Der Vorsitzende der Gesellschaft, Friedrich Hlava, schrieb mehrere ehemalige deutsche Orte und Personen an – die Resonanz blieb jedoch begrenzt. Am 8. Mai 1990 wurde in Einsiedel auf Initiative von Erika König ein Ortsverein der Gesellschaft gegründet – mit 159 Mitgliedern (davon 73 aus Einsiedel, die übrigen aus der Unterzips und Kaschau).

Protokoll von der Sitzung in Einsiedel an der Göllnitz
Protokoll von der Sitzung in Einsiedel an der Göllnitz

Kurz darauf, am 10. Mai, organisierte die Gesellschaft in Pressburg eine Versammlung, zu der auch die Spitzenvertreter der Karpatendeutschen Landsmannschaft in Österreich eingeladen wurden. Der Obmann der KdLÖ, Josef Derx, nahm teil, um sich ein Bild zu machen. In seinem Bericht schrieb er: „Es zeigte sich, dass es sich nicht um einen Verein übriggebliebener deutscher Pressburger handelt, sondern um eine Gesellschaft junger Slowaken, die Kontakte zu Deutschland und auch zu Österreich suchen.“

Die Tätigkeit der Gesellschaft entwickelte sich in der Slowakei nicht weiter. Auch die in Einsiedel gegründete Ortsgruppe ging rasch in den Verband der Deutschen in der Tschechoslowakei und später im Karpatendeutschen Verein in der Slowakei auf. In diesem Prozess wurde deutlich, wie stark das Bedürfnis der Unterzipser nach Zusammenkunft und Verbandsgründung war.
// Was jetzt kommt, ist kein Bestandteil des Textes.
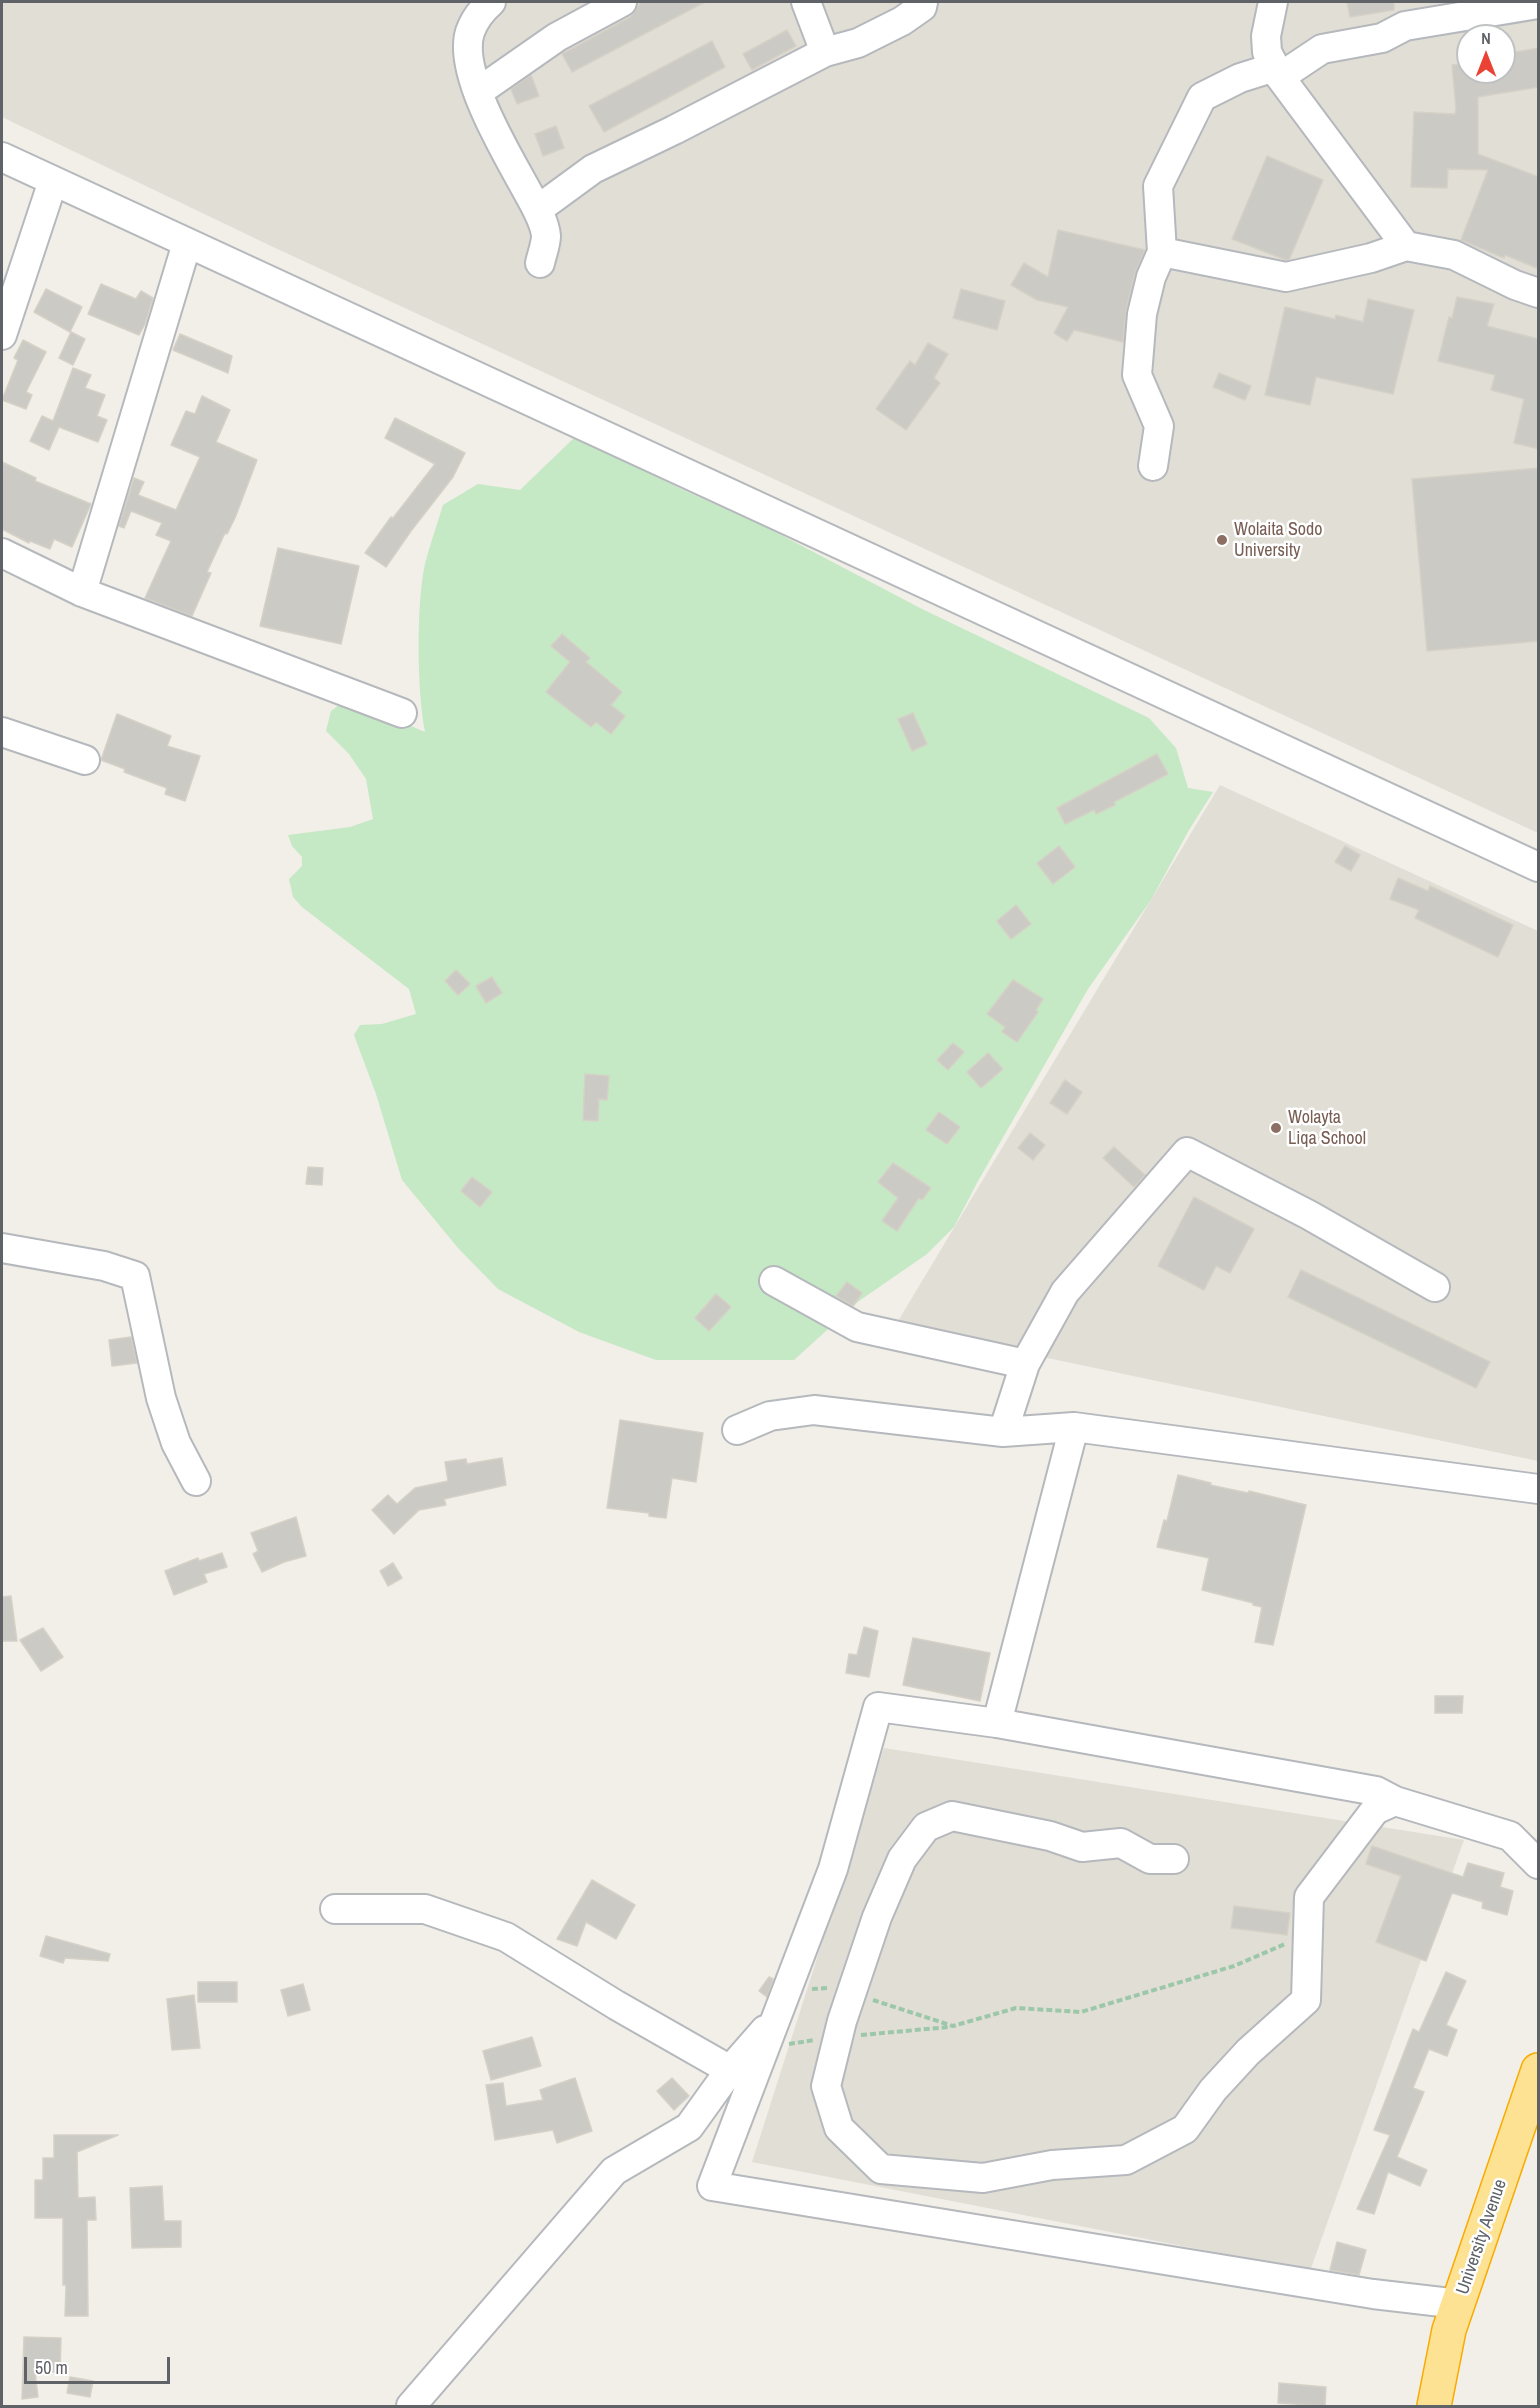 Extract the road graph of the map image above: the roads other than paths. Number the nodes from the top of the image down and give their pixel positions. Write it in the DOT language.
graph roads {
  1 [pos="491,2"];
  2 [pos="622,2"];
  3 [pos="806,2"];
  4 [pos="923,2"];
  5 [pos="1273,2"];
  6 [pos="1539,4"];
  7 [pos="825,52"];
  8 [pos="1277,72"];
  9 [pos="478,92"];
  10 [pos="2,157"];
  11 [pos="54,181"];
  12 [pos="537,210"];
  13 [pos="187,243"];
  14 [pos="1406,246"];
  15 [pos="1162,252"];
  16 [pos="540,263"];
  17 [pos="1539,293"];
  18 [pos="2,335"];
  19 [pos="1153,466"];
  20 [pos="2,553"];
  21 [pos="82,592"];
  22 [pos="402,712"];
  23 [pos="2,732"];
  24 [pos="85,760"];
  25 [pos="1539,867"];
  26 [pos="2,1248"];
  27 [pos="774,1281"];
  28 [pos="1435,1287"];
  29 [pos="1024,1364"];
  30 [pos="1074,1427"];
  31 [pos="737,1430"];
  32 [pos="1003,1432"];
  33 [pos="196,1480"];
  34 [pos="1539,1489"];
  35 [pos="998,1724"];
  36 [pos="1395,1800"];
  37 [pos="1174,1859"];
  38 [pos="1539,1864"];
  39 [pos="335,1909"];
  40 [pos="776,2017"];
  41 [pos="730,2070"];
  42 [pos="1539,2070"];
  43 [pos="1459,2304"];
  44 [pos="411,2406"];
  45 [pos="1434,2406"];
  1 -- 9 [label="street"];
  2 -- 9 [label="street"];
  3 -- 7 [label="street"];
  4 -- 7 [label="street"];
  5 -- 8 [label="street"];
  6 -- 8 [label="street"];
  7 -- 12 [label="street"];
  8 -- 14 [label="street"];
  8 -- 15 [label="street"];
  9 -- 12 [label="street"];
  10 -- 11 [label="street"];
  11 -- 13 [label="street"];
  11 -- 18 [label="street"];
  12 -- 16 [label="street"];
  13 -- 21 [label="street"];
  13 -- 25 [label="street"];
  14 -- 15 [label="street"];
  14 -- 17 [label="street"];
  15 -- 19 [label="street"];
  20 -- 21 [label="street"];
  21 -- 22 [label="street"];
  23 -- 24 [label="street"];
  26 -- 33 [label="street"];
  27 -- 29 [label="street"];
  28 -- 29 [label="street"];
  29 -- 32 [label="street"];
  30 -- 32 [label="street"];
  30 -- 34 [label="street"];
  30 -- 35 [label="street"];
  31 -- 32 [label="street"];
  35 -- 36 [label="street"];
  35 -- 40 [label="street"];
  36 -- 37 [label="street"];
  36 -- 38 [label="street"];
  39 -- 41 [label="street"];
  40 -- 41 [label="street"];
  40 -- 43 [label="street"];
  41 -- 44 [label="street"];
  42 -- 43 [label="highway, University Avenue"];
  43 -- 45 [label="highway, University Avenue"];
}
Weitere regionale Zusammenkünfte

Julius Kiss rief gemeinsam mit einigen Deutschen aus Deutschendorf/Poprad zur Gründung eines Verbandes auf. Im Mai 1990 wurde im dortigen Haus der Völkerfreundschaft der Klub der deutschen Bürger in Poprad gegründet. Das erste Treffen fand am 26. Mai 1990 statt, das nächste bereits drei Tage später.

Berichte über die Versammlungen in Deutschendorf

In Metzenseifen eröffnete Mathias Schmögner, der erste Vorsitzende des Karpatendeutschen Vereins in der Slowakei, einen Deutschkurs für Erwachsene. Er und Wilhelm Gedeon pflegten Kontakte zu den neuen Verbänden der Deutschen in Einsiedel.

In kleinen Kreisen unter der Leitung von Josef Freimann, Josef Quallich, Hermine Jalč, Walter Bistika und Wilhelm Gedeon wurden Gespräche über die mantakische Mundart, Sprüche und Lieder geführt.